PROBLEM DETAILS →
Copy the entries below word for word, but omit any pictures they contain.

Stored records
═══
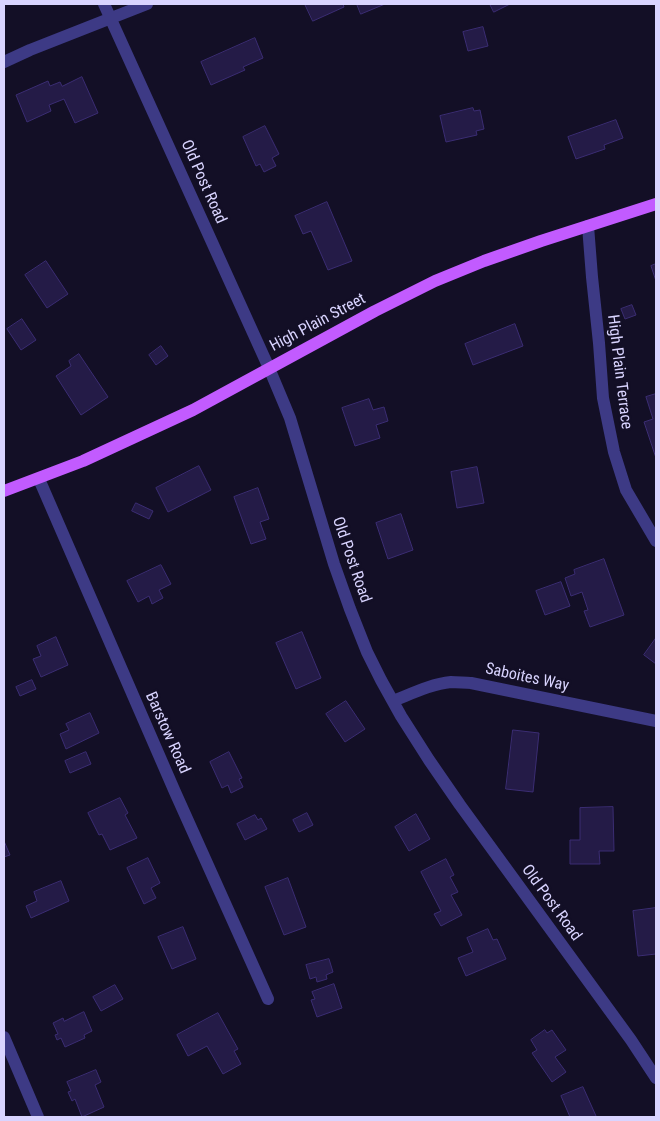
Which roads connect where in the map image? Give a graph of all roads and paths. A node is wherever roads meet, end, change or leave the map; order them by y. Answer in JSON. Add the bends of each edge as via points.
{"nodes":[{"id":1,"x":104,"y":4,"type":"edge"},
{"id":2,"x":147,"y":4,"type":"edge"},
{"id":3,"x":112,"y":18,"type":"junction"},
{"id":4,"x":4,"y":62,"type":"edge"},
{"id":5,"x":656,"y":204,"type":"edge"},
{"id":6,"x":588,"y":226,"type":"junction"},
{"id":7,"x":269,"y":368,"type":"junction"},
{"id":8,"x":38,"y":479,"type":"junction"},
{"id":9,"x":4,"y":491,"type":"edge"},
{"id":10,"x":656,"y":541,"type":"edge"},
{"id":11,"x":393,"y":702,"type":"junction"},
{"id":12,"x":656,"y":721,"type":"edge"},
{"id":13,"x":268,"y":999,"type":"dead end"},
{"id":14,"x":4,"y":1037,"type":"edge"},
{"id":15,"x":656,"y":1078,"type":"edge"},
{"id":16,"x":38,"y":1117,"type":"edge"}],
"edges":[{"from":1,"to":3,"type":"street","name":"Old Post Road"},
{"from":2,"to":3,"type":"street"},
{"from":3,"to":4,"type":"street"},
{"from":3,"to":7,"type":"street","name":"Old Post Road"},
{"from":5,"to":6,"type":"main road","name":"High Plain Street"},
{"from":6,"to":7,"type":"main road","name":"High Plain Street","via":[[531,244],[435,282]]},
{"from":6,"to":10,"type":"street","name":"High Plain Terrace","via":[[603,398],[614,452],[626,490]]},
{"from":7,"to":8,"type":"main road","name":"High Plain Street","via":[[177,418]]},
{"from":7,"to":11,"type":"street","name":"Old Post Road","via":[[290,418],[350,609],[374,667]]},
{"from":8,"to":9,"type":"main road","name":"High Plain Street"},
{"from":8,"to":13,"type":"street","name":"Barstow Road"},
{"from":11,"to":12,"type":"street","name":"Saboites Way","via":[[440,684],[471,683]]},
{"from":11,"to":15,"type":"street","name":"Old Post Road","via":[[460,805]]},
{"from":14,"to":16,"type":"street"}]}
═══
RESULT OF THIS TASK →
Which roads connect where in the map image? Give a graph of all roads and paths. A node is wherever roads meet, end, change or leave the map; order them by y. Answer in JSON. Add the bends of each edge as via points.
{"nodes":[{"id":1,"x":104,"y":4,"type":"edge"},
{"id":2,"x":147,"y":4,"type":"edge"},
{"id":3,"x":112,"y":18,"type":"junction"},
{"id":4,"x":4,"y":62,"type":"edge"},
{"id":5,"x":656,"y":204,"type":"edge"},
{"id":6,"x":588,"y":226,"type":"junction"},
{"id":7,"x":269,"y":368,"type":"junction"},
{"id":8,"x":38,"y":479,"type":"junction"},
{"id":9,"x":4,"y":491,"type":"edge"},
{"id":10,"x":656,"y":541,"type":"edge"},
{"id":11,"x":393,"y":702,"type":"junction"},
{"id":12,"x":656,"y":721,"type":"edge"},
{"id":13,"x":268,"y":999,"type":"dead end"},
{"id":14,"x":4,"y":1037,"type":"edge"},
{"id":15,"x":656,"y":1078,"type":"edge"},
{"id":16,"x":38,"y":1117,"type":"edge"}],
"edges":[{"from":1,"to":3,"type":"street","name":"Old Post Road"},
{"from":2,"to":3,"type":"street"},
{"from":3,"to":4,"type":"street"},
{"from":3,"to":7,"type":"street","name":"Old Post Road"},
{"from":5,"to":6,"type":"main road","name":"High Plain Street"},
{"from":6,"to":7,"type":"main road","name":"High Plain Street","via":[[531,244],[435,282]]},
{"from":6,"to":10,"type":"street","name":"High Plain Terrace","via":[[603,398],[614,452],[626,490]]},
{"from":7,"to":8,"type":"main road","name":"High Plain Street","via":[[177,418]]},
{"from":7,"to":11,"type":"street","name":"Old Post Road","via":[[290,418],[350,609],[374,667]]},
{"from":8,"to":9,"type":"main road","name":"High Plain Street"},
{"from":8,"to":13,"type":"street","name":"Barstow Road"},
{"from":11,"to":12,"type":"street","name":"Saboites Way","via":[[440,684],[471,683]]},
{"from":11,"to":15,"type":"street","name":"Old Post Road","via":[[460,805]]},
{"from":14,"to":16,"type":"street"}]}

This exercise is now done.